Non saprò cos’è accaduto tra le sue prime penne , non saprò s’è stata inadempienza mia
o il caso, o il suo destino. Gli avevo già dato un nome: Pasquino
perché l’avevo trovato qualche giorno prima del giorno di Pasqua
sul pavimento della mia cucina portato dal gatto…
Era vivo. L’ho preso come fosse una cosa sacra, un figlio caduto dal cielo.
Quel passerotto di nido era il mio cuore e io ero viva. Era un miracolo.
L’ho guardato a lungo stupita, senza respiro.

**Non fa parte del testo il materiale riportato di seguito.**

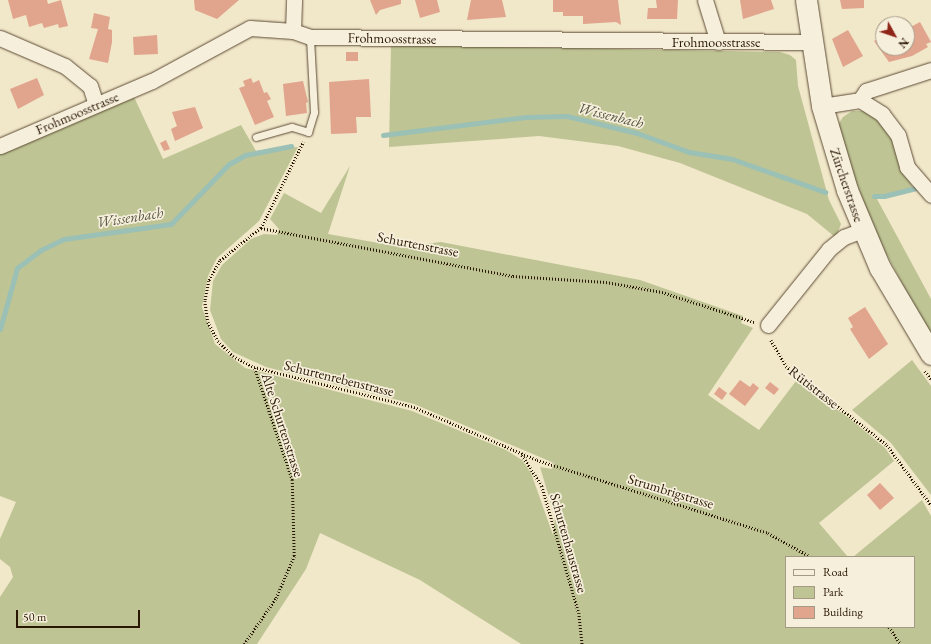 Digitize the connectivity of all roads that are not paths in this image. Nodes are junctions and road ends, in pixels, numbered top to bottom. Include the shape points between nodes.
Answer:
1 (294, 0) edge
2 (705, 0) edge
3 (806, 0) edge
4 (294, 31) junction
5 (310, 37) junction
6 (0, 38) edge
7 (718, 42) junction
8 (811, 42) junction
9 (931, 70) edge
10 (860, 100) junction
11 (96, 104) junction
12 (822, 106) junction
13 (256, 137) dead end
14 (0, 146) edge
15 (931, 195) edge
16 (862, 230) junction
17 (768, 325) road end
18 (931, 354) edge

1 - 4 street
2 - 7 street
3 - 8 main road, Zürcherstrasse
4 - 5 street, Frohmoosstrasse
4 - 11 street, Frohmoosstrasse via 250,28 152,81
5 - 7 street, Frohmoosstrasse
5 - 13 lane via 314,112 308,132 292,127
6 - 11 street via 65,66 90,86
7 - 8 street, Frohmoosstrasse
8 - 12 main road, Zürcherstrasse
9 - 10 street via 866,92
10 - 12 street
10 - 15 street via 882,114 898,135 907,167
11 - 14 street, Frohmoosstrasse
12 - 16 main road, Zürcherstrasse
16 - 17 street via 844,237 829,249
16 - 18 main road, Zürcherstrasse via 903,310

Quel suo attimo di vita sulla Terra era stato solo per me. Un regalo dell’Universo
Sono rimasta col sapore della sua peluria nella mia mente.
Ma è certo che sarei di meno se non lo  avessi avuto.
Per due giorni ha cinguettato, senza la vera madre. Io ero così piccola di fronte a lui.
Inadeguata per la sua bellezza. Improbabile il suo nutrimento.
La mattina era steso nella gabbietta. Ho percepito il Dolore dello strappo della morte
E la mia vita sarà diversa da ora in poi 
perché ho visto battere il mio cuore restando in vita.